=== Begin Enclosure ===

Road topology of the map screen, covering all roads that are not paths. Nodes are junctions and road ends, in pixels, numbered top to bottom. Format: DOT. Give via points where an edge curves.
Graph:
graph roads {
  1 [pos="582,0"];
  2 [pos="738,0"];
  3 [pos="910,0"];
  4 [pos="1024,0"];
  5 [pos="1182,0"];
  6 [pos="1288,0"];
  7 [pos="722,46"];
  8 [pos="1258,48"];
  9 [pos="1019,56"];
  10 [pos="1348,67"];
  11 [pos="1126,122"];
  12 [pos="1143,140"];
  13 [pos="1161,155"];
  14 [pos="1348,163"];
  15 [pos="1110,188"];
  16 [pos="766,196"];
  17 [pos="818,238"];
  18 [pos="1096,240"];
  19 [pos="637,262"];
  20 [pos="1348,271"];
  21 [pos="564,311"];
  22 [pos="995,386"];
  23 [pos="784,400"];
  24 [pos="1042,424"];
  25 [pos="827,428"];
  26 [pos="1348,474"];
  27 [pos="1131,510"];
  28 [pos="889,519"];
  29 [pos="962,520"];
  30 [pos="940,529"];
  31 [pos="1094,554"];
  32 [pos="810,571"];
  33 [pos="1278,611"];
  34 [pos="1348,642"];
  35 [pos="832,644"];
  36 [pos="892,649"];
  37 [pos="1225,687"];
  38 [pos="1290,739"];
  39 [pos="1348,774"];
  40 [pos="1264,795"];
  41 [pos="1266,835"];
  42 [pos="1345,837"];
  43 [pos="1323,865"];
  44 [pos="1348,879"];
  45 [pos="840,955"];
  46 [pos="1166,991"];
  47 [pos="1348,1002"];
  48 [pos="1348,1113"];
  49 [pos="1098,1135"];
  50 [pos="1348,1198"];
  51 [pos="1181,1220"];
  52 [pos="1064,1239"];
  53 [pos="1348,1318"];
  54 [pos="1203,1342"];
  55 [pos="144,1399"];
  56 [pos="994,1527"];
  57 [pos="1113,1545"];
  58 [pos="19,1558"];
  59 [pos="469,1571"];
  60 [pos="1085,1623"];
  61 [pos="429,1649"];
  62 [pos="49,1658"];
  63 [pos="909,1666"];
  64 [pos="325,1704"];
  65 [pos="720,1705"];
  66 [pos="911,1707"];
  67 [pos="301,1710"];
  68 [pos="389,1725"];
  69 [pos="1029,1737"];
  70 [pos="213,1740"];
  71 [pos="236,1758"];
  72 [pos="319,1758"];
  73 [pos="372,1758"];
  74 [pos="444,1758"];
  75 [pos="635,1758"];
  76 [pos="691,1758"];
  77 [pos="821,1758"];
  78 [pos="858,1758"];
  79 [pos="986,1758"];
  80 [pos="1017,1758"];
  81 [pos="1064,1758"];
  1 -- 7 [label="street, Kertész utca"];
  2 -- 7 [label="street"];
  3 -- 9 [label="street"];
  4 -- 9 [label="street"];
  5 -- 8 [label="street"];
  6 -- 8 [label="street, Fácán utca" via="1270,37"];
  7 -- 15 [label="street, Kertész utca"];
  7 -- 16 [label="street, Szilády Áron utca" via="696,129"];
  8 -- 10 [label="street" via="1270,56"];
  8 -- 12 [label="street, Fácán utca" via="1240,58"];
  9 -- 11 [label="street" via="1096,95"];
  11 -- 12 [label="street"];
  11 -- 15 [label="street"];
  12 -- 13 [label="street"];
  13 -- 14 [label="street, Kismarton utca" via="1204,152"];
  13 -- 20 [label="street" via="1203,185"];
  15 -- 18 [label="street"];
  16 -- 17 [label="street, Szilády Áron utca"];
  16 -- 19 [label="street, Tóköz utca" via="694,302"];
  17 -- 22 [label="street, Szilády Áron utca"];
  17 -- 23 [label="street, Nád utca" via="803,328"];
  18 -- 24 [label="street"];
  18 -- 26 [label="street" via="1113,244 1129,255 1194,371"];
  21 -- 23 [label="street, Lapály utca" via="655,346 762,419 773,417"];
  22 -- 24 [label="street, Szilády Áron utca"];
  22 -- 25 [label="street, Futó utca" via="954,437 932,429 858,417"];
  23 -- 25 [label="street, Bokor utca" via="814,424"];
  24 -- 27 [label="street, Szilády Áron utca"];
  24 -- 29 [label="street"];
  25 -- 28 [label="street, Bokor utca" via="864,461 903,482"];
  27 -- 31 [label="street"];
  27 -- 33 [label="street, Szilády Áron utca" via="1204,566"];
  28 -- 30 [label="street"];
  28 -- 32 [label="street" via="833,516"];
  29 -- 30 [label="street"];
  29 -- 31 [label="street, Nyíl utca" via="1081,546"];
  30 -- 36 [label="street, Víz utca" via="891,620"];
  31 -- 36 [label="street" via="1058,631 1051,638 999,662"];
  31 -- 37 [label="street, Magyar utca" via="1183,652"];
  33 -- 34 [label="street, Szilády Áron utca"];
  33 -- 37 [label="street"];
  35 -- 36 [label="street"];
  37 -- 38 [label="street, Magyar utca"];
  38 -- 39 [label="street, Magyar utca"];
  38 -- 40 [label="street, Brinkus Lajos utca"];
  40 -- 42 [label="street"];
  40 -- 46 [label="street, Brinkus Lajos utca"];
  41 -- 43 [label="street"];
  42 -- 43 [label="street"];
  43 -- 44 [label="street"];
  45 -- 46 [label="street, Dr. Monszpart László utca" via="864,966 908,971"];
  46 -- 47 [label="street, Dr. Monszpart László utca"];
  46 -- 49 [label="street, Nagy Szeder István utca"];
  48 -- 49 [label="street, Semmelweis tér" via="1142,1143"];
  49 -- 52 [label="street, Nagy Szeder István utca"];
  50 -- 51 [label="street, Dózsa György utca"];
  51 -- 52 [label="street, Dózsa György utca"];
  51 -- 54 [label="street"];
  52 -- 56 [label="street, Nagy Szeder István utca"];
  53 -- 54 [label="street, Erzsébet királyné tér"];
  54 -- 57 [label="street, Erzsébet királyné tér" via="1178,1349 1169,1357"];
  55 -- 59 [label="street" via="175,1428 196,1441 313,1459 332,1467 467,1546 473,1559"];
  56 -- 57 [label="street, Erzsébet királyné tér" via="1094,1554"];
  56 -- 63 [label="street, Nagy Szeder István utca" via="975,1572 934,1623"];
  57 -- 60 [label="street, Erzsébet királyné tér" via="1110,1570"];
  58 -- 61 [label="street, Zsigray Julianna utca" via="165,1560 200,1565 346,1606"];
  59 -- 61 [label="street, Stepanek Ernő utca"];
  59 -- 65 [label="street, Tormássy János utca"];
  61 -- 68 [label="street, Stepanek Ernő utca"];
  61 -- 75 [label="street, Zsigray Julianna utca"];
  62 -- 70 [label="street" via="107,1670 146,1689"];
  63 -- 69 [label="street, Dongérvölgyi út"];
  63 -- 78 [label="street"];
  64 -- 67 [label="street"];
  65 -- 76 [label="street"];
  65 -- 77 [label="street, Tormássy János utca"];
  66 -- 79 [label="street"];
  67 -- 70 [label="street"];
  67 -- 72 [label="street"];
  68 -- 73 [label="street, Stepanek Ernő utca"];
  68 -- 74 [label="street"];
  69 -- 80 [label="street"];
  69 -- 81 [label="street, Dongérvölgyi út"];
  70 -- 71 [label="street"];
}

=== End Enclosure ===

Work instruction: Give only the number of lines above that hold the string "Ernő".

Answer space: 3